SEO today: One year after Google’s JavaScript update

It’s now been a year since Google’s October 27, 2014 blog post Updating our technical Webmaster Guidelines.  That quietly-launched blog post notified the world that the Googlebot now indexes JavaScript, and marked a significant development in the state of SEO. This blog post is part of an on-going series about SEO. To read all the blogs in this series, click here.

JavaScript has never been more integral to the functioning of the modern-day web and ecommerce in particular, so this change enhances search in line with today’s browsers and user experience.

Bazaarvoice’s experience and research over the past year have revealed some fundamental guidelines that will help you and your team better navigate the technical aspects of SEO as the industry is, in its current, transitional state.

Consider these guidelines in today’s world of the JavaScript-crawling Googlebot:

  1. View Source is obsolete – mostly

    Since the beginning of SEO time, about 1995, SEO professionals have agreed on a simple principle: search engines only read what’s visible in View Source. But because the world’s number-one search engine now crawls a more complete version of web pages, we have to look beyond View Source to newer methods.

    To properly understand how search engines see our web pages, we must evaluate and audit two versions of our source code: View Source HTML and Rendered HTML (Inspect Element). For more details, stay tuned for my next blog SEO Tricks: How to Audit Code Using Inspect Element. Without auditing both versions, we don’t get a complete picture of the content or markup hierarchy that we are presenting to search engines.

  1. There is a timeout and some content will be missed – sometimes

    Search engine bots, such as Googlebot, must run efficiently – they can’t wait around forever for pages to load. Therefore, it is very important to consider how timing affects a search engine’s ability to crawl and index your website. One specific aspect of timing is especially relevant as we seek to understand the JavaScript-enabled Googlebot – all evidence indicates that it has a timeout.  We do not yet know exactly how much time Google allows, or the factors that affect how much time is allotted, but evidence clearly supports that a timeout exists. Therefore, JavaScript-powered edits and additions must load quickly to be picked up by the Googlebot.

  1. Assume that Googlebot will not scroll or interact

    Many websites have experimented with lazy-loading (aka: infinite-scrolling, scroll-loading, progressive-loading) techniques over the past couple years.

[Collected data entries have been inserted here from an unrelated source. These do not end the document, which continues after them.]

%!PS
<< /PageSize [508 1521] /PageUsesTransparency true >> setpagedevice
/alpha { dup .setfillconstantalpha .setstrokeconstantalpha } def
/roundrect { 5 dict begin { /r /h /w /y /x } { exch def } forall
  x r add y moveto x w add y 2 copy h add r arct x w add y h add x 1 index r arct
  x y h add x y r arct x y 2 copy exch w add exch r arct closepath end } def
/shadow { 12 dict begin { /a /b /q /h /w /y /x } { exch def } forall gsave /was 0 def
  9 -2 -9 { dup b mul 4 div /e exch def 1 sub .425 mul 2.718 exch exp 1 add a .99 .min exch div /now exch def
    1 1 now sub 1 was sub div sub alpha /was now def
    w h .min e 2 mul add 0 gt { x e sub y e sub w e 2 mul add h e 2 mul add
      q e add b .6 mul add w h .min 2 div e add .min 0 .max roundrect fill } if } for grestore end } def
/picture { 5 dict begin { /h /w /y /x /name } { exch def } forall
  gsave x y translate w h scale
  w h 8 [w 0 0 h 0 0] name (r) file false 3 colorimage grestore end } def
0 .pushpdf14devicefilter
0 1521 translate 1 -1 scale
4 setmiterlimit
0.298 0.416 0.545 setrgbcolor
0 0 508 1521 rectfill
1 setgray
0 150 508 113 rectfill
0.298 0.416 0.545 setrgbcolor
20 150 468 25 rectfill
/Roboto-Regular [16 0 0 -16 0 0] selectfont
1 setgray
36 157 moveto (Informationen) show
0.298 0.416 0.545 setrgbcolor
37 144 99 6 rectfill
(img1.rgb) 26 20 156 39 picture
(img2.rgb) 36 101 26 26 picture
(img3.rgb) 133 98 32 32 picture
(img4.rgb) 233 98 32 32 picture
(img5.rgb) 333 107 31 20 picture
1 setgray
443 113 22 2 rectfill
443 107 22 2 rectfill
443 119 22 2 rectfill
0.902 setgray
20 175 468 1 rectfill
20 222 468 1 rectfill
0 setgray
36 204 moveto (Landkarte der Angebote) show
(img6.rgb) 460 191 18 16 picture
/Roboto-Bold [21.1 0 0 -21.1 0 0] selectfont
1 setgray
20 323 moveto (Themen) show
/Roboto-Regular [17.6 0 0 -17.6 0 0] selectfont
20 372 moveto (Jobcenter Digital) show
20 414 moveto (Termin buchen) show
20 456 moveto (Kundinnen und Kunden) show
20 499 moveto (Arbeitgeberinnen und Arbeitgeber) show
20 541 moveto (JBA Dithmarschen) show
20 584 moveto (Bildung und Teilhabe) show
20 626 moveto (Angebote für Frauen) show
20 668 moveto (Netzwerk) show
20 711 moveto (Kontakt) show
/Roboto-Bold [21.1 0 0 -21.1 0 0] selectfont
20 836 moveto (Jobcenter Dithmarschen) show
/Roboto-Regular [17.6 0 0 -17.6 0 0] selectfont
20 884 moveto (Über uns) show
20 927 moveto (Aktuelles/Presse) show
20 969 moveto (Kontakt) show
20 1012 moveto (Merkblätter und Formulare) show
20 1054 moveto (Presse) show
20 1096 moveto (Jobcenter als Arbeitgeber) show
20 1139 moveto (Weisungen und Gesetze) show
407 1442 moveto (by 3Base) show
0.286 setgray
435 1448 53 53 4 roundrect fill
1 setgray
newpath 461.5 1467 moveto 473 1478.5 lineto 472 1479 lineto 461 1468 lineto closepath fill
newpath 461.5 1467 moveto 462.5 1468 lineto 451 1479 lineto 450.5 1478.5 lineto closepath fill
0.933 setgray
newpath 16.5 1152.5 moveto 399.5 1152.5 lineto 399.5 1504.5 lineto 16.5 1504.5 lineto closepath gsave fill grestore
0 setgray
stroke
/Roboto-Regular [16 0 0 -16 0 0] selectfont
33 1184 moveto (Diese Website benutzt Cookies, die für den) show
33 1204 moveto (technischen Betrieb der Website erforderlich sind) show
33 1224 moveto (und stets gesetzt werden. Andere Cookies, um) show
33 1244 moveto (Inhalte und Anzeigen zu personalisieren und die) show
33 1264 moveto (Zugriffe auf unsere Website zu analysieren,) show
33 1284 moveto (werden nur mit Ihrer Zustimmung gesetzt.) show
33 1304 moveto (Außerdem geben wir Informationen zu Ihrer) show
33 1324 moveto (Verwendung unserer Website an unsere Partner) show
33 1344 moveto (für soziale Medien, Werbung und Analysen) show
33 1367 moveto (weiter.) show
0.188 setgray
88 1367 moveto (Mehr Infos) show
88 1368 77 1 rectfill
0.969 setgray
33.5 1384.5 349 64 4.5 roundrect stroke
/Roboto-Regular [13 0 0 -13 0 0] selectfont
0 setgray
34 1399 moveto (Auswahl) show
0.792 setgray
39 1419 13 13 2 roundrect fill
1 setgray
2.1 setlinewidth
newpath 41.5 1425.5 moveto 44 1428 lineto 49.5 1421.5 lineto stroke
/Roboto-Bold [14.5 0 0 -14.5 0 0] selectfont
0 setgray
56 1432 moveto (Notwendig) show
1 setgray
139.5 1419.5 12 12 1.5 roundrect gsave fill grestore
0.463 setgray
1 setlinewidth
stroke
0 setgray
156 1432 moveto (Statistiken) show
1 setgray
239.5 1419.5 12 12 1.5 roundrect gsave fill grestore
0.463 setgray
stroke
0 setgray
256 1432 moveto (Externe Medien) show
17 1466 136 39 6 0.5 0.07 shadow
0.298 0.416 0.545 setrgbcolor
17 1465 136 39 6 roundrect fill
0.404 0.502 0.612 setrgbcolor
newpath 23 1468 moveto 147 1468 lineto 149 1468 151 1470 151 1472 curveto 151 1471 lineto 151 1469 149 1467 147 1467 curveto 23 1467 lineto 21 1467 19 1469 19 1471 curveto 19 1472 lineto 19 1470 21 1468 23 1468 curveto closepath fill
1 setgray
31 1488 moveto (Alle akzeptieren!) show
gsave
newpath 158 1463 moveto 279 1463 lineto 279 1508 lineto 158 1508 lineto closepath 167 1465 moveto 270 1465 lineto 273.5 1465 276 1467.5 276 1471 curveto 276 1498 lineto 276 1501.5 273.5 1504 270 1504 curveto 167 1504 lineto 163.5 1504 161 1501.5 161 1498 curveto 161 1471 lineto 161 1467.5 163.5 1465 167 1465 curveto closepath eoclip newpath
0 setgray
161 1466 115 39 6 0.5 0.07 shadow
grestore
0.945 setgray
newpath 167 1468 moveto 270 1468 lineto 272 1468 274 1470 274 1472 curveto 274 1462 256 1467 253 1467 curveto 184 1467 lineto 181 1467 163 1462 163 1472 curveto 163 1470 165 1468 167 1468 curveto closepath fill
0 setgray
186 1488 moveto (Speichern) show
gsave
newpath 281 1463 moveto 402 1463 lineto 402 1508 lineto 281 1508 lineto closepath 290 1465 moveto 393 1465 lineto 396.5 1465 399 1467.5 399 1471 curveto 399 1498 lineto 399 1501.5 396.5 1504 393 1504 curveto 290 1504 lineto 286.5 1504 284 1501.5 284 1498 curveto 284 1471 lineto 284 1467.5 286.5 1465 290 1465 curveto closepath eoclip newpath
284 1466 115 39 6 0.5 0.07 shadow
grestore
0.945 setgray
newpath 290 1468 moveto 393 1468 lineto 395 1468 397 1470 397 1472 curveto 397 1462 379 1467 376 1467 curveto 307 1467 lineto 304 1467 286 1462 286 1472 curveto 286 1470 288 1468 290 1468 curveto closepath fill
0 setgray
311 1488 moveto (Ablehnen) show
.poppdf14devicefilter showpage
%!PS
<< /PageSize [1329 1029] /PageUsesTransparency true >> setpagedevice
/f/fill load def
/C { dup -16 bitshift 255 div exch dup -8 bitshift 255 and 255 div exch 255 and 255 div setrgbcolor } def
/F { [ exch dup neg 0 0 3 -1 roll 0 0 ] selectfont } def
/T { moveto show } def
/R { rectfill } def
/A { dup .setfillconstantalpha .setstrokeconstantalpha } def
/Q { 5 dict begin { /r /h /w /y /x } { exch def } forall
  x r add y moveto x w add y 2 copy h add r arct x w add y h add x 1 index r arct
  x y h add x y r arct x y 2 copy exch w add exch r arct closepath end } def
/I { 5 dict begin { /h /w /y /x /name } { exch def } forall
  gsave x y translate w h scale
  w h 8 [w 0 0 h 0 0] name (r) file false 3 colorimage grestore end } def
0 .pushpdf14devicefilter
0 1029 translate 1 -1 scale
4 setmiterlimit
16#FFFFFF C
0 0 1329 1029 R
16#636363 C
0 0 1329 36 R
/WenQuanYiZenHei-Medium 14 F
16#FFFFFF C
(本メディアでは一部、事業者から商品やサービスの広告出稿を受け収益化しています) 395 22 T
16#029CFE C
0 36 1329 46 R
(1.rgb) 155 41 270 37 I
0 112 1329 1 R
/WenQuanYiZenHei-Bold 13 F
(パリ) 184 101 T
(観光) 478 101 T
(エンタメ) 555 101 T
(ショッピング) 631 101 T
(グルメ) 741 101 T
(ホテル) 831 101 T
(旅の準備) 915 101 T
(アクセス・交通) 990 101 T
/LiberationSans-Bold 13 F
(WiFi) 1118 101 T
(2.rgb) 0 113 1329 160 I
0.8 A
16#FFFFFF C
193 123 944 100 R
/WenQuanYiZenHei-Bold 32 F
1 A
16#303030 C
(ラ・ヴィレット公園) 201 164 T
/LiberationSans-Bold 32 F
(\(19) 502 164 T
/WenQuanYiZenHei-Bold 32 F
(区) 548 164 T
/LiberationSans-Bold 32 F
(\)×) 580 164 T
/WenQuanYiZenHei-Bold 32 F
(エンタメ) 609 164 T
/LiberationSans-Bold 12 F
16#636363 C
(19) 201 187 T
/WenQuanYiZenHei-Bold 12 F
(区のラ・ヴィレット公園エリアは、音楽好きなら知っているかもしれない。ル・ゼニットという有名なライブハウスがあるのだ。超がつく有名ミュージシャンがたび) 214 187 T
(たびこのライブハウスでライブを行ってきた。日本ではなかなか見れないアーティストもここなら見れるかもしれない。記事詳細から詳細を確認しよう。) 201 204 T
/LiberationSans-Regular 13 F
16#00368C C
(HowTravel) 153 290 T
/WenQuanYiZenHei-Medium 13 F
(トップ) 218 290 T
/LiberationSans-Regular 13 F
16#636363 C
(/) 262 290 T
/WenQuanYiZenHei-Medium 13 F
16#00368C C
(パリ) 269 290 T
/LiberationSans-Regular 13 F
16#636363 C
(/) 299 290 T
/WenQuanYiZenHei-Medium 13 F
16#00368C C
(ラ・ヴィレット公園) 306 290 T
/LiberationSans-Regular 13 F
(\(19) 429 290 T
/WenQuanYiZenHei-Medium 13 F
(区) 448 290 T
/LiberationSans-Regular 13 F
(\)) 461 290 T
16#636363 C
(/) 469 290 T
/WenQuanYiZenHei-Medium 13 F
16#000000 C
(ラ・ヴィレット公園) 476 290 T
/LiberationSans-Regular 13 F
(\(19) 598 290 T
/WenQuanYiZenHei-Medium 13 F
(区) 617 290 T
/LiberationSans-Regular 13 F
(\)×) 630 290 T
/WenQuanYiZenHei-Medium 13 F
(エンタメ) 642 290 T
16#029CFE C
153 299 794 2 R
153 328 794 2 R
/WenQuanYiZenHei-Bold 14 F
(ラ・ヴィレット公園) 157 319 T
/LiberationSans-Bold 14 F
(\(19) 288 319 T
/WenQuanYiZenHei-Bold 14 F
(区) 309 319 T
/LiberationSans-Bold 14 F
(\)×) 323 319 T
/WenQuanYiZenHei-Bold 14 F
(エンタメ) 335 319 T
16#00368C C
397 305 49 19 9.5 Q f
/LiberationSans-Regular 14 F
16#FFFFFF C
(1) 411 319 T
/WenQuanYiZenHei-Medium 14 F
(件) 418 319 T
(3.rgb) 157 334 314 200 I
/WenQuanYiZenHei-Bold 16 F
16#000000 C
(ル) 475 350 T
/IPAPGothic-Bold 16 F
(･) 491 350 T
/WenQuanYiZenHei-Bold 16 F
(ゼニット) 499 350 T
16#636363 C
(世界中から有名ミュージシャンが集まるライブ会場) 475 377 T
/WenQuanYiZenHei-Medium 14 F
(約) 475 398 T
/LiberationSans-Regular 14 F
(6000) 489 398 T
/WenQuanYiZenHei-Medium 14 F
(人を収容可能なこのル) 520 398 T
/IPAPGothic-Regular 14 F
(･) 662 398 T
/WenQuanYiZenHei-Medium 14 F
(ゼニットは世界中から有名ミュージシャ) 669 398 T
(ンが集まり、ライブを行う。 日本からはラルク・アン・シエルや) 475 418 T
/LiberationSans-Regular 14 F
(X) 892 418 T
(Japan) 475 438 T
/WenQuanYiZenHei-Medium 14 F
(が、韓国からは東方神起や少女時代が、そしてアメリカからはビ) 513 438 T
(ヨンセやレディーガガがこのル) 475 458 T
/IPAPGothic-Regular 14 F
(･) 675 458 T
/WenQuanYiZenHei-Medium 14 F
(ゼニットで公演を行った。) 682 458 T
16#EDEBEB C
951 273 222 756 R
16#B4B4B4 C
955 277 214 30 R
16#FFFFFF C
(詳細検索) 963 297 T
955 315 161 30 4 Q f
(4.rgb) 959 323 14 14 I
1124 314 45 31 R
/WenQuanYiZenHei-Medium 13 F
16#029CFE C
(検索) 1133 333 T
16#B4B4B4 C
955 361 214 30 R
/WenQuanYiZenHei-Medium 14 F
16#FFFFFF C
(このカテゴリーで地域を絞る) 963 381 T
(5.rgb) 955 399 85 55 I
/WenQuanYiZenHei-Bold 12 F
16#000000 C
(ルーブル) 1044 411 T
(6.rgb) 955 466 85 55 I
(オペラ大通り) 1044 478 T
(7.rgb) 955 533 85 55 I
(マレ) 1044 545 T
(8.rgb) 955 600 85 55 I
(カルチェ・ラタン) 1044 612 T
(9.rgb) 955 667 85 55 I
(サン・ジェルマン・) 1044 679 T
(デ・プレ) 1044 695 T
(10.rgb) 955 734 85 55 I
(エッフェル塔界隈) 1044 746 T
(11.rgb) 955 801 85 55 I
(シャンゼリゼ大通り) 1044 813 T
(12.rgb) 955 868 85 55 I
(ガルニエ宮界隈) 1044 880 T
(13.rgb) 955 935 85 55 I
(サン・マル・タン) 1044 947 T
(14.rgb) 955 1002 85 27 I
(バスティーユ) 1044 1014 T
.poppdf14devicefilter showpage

While techniques that load content as you scroll down the page provide a user experience attractive to consumers, and will often result in better initial performance statistics, they may have a negative impact on SEO.  When auditing code using the Inspect Element method, load the page and do not interact or scroll.  Assume that Google will only load the content that is visible in the initial, pre-interaction state of the page.

  1. Google’s Structured Data Testing Tool is broken

    As absurd as this sounds, the updated version of Google’s Structured Data Testing Tool, launched in March of 2014, does not include content and markup added after a page reaches the end user’s web browser. Even though the tool was refreshed and relaunched after Google’s JavaScript Update, the tool’s Fetch URL feature mimics the functionality of Googlebot prior to October 27, 2014. Therefore, when using Fetch URL, the All Good and Error messages within the Structured Data Testing Tool may not be accurate.

    In order to overcome this issue, do not use Fetch URL. You must copy and paste markup directly into the Structured Data Testing Tool.  Begin by pasting in the HTML retrieved via Inspect Element, as noted in SEO Tricks. How to Audit Code Using Inspect Element.  Evaluate the feedback received by the tool, then repeat the process using the HTML retrieved via View Source. Pay close attention to the hierarchy of the HTML, as well as any differences.  It may take some effort to fully understand the differences between these two versions of the same page.

  2. Canonical tags and other metadata can be edited with JavaScript

    Tests performed by Bazaarvoice, as well as Merkle | RKG have confirmed that Google will honor JavaScript edits to the HEAD section of pages. When doing such edits, consider the JavaScript timeout, noted above, as well as the order of operations as your page is built out. If the HEAD edit is performed too late, it may be missed.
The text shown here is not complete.